#### [Exercise instructions]
Pull every line holding the word "limit" out of the data and copy it.
====== Extracted data ======
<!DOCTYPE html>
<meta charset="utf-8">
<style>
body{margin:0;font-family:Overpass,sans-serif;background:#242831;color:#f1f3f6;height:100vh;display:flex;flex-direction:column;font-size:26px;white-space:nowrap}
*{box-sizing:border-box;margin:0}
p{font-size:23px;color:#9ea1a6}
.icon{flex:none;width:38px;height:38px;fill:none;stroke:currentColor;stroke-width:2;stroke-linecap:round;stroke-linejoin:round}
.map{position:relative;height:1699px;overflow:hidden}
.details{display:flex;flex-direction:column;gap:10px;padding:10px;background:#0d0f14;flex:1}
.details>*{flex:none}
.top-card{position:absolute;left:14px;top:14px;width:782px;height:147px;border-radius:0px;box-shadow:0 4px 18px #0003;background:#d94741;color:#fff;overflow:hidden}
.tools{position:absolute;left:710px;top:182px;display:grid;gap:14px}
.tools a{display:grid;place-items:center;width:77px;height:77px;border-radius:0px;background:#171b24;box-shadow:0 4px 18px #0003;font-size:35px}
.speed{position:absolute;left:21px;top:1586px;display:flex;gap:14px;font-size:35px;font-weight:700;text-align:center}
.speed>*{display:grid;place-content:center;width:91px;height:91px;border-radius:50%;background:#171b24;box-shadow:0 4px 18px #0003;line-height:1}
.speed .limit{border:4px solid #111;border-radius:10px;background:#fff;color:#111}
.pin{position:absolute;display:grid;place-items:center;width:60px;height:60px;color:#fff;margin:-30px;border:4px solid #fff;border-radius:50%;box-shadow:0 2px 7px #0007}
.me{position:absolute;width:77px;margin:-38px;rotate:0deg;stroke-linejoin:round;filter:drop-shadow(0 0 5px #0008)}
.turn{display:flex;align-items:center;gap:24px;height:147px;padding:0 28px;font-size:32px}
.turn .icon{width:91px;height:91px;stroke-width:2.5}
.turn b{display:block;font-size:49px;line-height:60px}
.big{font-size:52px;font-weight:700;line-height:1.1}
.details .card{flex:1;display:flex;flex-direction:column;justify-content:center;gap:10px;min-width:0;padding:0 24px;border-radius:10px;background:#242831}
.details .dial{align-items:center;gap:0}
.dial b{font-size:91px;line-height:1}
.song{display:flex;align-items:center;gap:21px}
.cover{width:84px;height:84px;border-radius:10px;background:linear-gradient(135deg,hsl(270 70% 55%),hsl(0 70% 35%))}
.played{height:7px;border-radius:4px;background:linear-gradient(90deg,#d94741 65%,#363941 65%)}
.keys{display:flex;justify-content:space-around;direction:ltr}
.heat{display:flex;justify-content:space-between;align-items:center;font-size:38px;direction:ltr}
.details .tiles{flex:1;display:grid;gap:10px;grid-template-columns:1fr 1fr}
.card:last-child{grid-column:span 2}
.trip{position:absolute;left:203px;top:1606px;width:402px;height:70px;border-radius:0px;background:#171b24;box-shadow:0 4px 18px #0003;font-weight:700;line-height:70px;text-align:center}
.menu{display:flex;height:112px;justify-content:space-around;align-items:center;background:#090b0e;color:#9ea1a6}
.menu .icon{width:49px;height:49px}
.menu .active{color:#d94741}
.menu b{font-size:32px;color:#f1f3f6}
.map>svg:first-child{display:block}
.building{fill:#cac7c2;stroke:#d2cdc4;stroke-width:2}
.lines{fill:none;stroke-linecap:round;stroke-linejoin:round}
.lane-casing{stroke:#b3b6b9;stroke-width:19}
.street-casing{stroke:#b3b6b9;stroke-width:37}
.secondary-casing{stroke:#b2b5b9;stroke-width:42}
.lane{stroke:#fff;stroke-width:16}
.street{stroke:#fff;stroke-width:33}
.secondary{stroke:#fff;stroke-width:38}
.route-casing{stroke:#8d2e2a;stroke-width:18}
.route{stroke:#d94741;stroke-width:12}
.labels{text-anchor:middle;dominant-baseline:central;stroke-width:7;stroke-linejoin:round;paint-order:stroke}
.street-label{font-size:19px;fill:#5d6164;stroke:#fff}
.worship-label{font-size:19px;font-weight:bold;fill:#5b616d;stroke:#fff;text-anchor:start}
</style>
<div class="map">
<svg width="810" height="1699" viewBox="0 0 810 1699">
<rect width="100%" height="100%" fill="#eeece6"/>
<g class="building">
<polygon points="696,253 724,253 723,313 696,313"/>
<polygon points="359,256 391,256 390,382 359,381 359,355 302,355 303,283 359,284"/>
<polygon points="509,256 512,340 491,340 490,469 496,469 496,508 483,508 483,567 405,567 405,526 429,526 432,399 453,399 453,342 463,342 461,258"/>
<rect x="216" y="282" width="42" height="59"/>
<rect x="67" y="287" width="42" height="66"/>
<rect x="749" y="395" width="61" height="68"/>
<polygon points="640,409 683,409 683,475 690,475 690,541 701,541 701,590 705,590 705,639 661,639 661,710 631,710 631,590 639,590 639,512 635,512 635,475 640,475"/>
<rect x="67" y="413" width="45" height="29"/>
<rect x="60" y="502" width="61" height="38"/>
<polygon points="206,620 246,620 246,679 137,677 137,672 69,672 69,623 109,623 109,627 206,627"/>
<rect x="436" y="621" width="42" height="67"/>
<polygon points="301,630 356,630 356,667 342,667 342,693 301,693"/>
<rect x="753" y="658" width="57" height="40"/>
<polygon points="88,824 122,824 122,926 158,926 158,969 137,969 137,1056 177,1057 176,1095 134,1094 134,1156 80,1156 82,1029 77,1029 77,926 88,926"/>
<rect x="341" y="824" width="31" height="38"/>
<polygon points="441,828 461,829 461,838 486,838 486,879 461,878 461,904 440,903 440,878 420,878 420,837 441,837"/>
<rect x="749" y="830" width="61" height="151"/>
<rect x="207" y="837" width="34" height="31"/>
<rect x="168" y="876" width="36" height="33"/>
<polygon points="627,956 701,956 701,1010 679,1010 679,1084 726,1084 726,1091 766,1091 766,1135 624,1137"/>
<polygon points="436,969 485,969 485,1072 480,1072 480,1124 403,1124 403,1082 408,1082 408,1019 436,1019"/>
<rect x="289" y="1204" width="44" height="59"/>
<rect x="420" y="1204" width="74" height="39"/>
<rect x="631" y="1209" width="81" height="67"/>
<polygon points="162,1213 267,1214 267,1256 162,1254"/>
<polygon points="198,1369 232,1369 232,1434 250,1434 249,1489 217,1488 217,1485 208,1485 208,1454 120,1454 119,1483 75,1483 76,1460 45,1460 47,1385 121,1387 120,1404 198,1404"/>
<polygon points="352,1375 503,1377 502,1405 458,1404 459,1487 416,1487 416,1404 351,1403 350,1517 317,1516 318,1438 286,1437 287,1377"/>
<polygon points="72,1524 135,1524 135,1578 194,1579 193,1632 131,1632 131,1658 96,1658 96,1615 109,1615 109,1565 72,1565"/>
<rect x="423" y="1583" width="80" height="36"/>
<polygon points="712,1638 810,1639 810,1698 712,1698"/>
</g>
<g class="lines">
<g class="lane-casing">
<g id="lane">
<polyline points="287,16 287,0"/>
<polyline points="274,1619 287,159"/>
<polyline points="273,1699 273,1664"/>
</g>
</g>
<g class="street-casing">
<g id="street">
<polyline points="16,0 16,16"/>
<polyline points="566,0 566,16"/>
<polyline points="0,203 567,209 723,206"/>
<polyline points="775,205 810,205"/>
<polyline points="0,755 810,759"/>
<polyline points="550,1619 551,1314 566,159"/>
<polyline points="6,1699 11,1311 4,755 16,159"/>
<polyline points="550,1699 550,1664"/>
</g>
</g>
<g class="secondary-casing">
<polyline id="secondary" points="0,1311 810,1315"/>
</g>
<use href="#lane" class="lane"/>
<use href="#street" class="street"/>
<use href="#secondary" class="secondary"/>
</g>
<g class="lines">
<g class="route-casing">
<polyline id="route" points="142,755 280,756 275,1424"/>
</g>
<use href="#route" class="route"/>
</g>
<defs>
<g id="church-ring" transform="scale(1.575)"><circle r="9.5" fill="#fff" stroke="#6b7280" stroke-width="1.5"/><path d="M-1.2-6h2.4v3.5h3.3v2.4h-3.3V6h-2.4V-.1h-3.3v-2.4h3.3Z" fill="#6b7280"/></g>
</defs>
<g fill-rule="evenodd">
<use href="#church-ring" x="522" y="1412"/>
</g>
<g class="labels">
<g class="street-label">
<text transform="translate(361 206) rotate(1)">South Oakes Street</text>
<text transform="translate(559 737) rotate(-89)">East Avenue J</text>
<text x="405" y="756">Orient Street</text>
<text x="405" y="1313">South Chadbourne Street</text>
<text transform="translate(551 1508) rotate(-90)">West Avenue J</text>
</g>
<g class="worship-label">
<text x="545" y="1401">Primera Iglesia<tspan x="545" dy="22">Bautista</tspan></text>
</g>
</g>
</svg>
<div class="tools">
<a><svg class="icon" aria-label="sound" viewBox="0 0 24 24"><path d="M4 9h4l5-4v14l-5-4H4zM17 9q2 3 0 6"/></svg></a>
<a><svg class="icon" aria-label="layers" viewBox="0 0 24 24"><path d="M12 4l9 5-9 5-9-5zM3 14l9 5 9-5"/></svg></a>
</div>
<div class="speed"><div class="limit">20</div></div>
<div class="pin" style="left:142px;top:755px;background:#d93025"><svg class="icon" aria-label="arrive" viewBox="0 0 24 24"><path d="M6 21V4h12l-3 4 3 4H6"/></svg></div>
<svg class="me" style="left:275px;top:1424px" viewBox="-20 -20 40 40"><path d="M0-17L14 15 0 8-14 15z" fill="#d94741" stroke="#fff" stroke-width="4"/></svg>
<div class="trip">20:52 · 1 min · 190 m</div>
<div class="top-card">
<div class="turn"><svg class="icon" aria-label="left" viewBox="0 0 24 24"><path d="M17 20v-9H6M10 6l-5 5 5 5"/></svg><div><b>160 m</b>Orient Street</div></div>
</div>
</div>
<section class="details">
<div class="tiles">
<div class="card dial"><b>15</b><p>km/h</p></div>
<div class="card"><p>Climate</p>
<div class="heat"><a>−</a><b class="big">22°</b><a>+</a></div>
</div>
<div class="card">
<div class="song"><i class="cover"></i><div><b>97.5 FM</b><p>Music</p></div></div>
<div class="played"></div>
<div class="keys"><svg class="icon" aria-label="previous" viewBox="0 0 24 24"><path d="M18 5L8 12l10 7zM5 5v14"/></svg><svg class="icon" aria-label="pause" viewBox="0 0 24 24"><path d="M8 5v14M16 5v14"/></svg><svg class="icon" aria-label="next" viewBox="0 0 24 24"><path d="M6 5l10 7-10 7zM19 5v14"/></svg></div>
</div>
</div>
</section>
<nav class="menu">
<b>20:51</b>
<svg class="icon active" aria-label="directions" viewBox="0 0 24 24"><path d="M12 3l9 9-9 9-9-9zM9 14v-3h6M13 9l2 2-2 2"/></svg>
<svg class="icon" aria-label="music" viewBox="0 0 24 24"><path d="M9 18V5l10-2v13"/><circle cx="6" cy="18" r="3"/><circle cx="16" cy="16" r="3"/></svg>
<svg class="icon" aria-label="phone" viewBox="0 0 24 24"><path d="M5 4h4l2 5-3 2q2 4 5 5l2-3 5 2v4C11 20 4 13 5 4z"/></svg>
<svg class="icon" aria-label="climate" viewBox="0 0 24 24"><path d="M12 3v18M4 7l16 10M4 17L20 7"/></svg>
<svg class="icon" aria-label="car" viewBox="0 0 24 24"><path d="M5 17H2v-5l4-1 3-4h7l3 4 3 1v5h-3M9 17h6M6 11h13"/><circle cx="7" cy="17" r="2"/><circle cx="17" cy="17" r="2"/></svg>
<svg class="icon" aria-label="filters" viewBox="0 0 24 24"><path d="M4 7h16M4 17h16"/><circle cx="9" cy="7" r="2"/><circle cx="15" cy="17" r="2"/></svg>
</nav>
======
#### [Completed task]
.speed .limit{border:4px solid #111;border-radius:10px;background:#fff;color:#111}
<div class="speed"><div class="limit">20</div></div>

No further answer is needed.